One common theme runs through many of these explanations, and it is simply this: with steady access to a large pool of foreign construction workers, most paid at very low wages, it is unsurprising that firms rationally choose to substitute capital with labor, and skilled workers with unskilled ones. This would go on so long as it is cheaper to bring in two or three low-cost workers to do the job of one higher-skilled, but undeniably more costly, worker.

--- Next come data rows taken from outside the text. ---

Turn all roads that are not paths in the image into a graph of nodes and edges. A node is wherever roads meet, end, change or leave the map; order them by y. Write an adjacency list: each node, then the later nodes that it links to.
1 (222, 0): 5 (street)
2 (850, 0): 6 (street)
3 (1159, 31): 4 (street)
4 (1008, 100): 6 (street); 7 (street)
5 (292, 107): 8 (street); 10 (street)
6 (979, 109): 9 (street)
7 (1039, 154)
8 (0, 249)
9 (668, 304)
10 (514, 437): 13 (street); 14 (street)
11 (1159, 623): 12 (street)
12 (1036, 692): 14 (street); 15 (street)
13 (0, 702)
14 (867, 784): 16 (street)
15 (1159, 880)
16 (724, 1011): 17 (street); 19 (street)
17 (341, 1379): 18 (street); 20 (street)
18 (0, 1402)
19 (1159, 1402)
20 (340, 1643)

While one may simply argue that this reflects marginal cost calculations on the part of construction firms, this practice is ultimately to the detriment of more than just productivity, per se. The challenges—and dare we say it, additional costs—of managing COVID-19 in the presence of a large low-cost foreign worker workforce reveal that there are additional costs, external to each firm, that are not accounted for when we rely on this labor-intensive model. Moreover, by keeping wages low in the sector, there is limited incentive to rapidly scale up productivity, whether in terms of attaining modern construction skills, or adopting appropriate safety-related best practices, or acquiring new equipment and machinery. The result could be reduced quality of our constructed buildings, a factor not well captured by the dollars and cents reflected in project costing.
May I suggest, then, that one unexpected implication of increased costs from construction is that it could, ironically, be the catalyst toward finally weaning the sector off low-cost, low-skill foreign workers, a move desperately needed for raising construction productivity. If so, we would do well to carefully monitor the labor-capital deployment for the industry over the next few years, and if proven efficacious for raising productivity, consider implementing measures to support higher wages in the sector.

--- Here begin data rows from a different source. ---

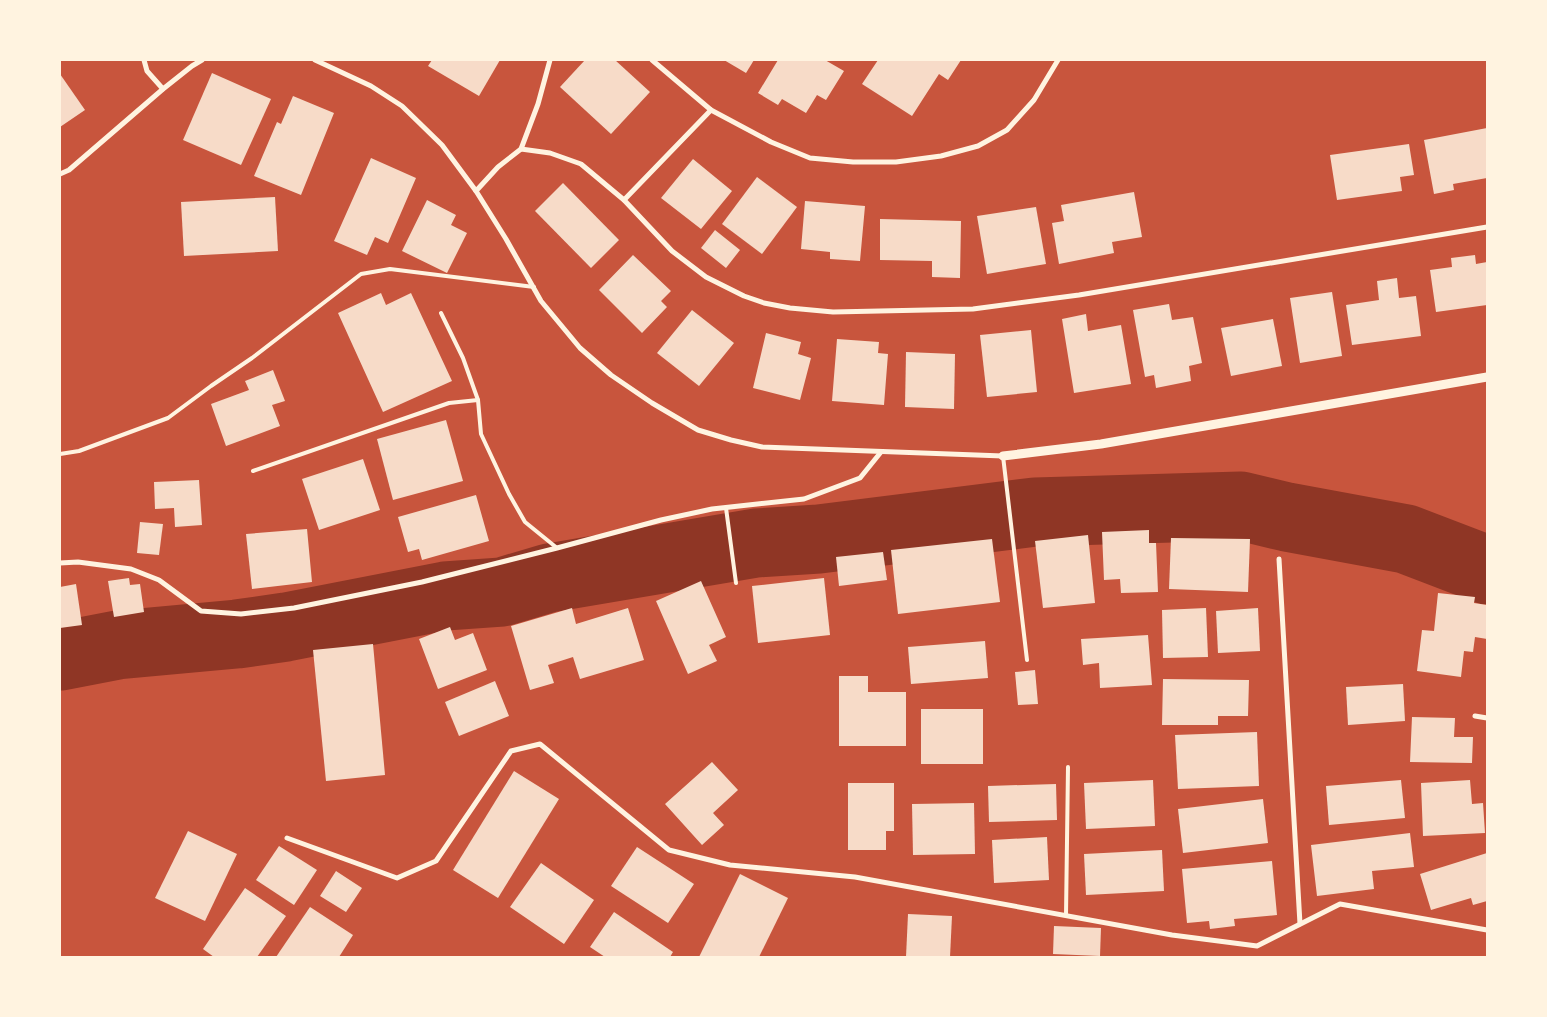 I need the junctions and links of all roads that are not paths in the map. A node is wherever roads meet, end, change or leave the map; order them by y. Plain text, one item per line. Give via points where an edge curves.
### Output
1 (144, 60) edge
2 (202, 60) edge
3 (315, 60) edge
4 (550, 60) edge
5 (652, 60) edge
6 (1058, 60) edge
7 (163, 89) junction
8 (711, 110) junction
9 (521, 149) junction
10 (60, 174) edge
11 (476, 191) junction
12 (624, 200) junction
13 (1487, 227) edge
14 (534, 287) junction
15 (441, 313) dead end
16 (1487, 377) edge
17 (478, 400) junction
18 (881, 452) junction
19 (60, 454) edge
20 (1003, 456) junction
21 (253, 471) dead end
22 (726, 508) junction
23 (557, 548) junction
24 (1280, 559) dead end
25 (60, 563) edge
26 (736, 583) dead end
27 (1027, 660) dead end
28 (1475, 716) dead end
29 (1487, 718) edge
30 (1068, 767) dead end
31 (287, 838) dead end
32 (1066, 915) junction
33 (1300, 924) junction
34 (1487, 930) edge

1 - 7 street via 147,71
2 - 7 street
3 - 11 street via 371,86 402,106 442,145
4 - 9 street
5 - 8 street
6 - 8 street via 1034,100 1007,130 978,146 942,156 896,162 810,158 771,142
7 - 10 street via 69,170
8 - 12 street
9 - 11 street via 498,167
9 - 12 street via 550,153 581,164
11 - 14 street
12 - 13 street via 672,251 706,277 764,303 833,312 973,309 1079,295
14 - 18 street via 541,301 580,348 652,403 698,430 762,447
14 - 19 lane via 390,269 361,274 168,418 79,451
15 - 17 lane via 463,358
16 - 20 street via 1101,444
17 - 21 lane via 449,403
17 - 23 lane via 481,434 508,494 526,522
18 - 20 street
18 - 22 street via 860,478 804,499
20 - 27 lane
22 - 23 street via 661,520
22 - 26 lane
23 - 25 street via 422,582 294,608 241,614 201,611 159,580 131,569 78,562
24 - 33 street
28 - 29 street
30 - 32 lane
31 - 32 street via 397,878 436,861 511,751 540,744 669,850 730,865 855,877
32 - 33 street via 1172,935 1257,946
33 - 34 street via 1340,904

Beyond these points of caution, Mr Speaker, I have no objections to the Bill.
1 For agritech, see https://www.sfa.gov.sg/food-farming/food-farms/farm-employment; for others, see: https://lkyspp.nus.edu.sg/docs/default-source/ips/pa_mt_managing-international-migration-for-de velopment-in-east-asia-research-papers_240215.pdf.
4 Low, S.P. (2015), “The Myth of Low Construction Productivity,” The Straits Times, Jun 2. This is, of course, a minority position, and the very need to address this as a “myth” points to how widespread the notion of low construction productivity is.
5 Ofori, G., Z. Zhang & F.Y.Y. Ling (2020), “Key Barriers to Increase Construction Productivity: The Singapore Case,” International Journal of Construction Management (forthcoming); Tan, W. (2000), “Total Factor Productivity in Singapore Construction,” Engineering Construction and Architectural Management 7: 154–58.
6 Construction Productivity Taskforce (1992), Raising Singapore’s Construction Productivity, Singapore: Construction Industry Development Board.
7 Singapore Contractors Association (2016), Construction Productivity in Singapore Effective Measurement to Facilitate Improvement, Singapore: SCAL.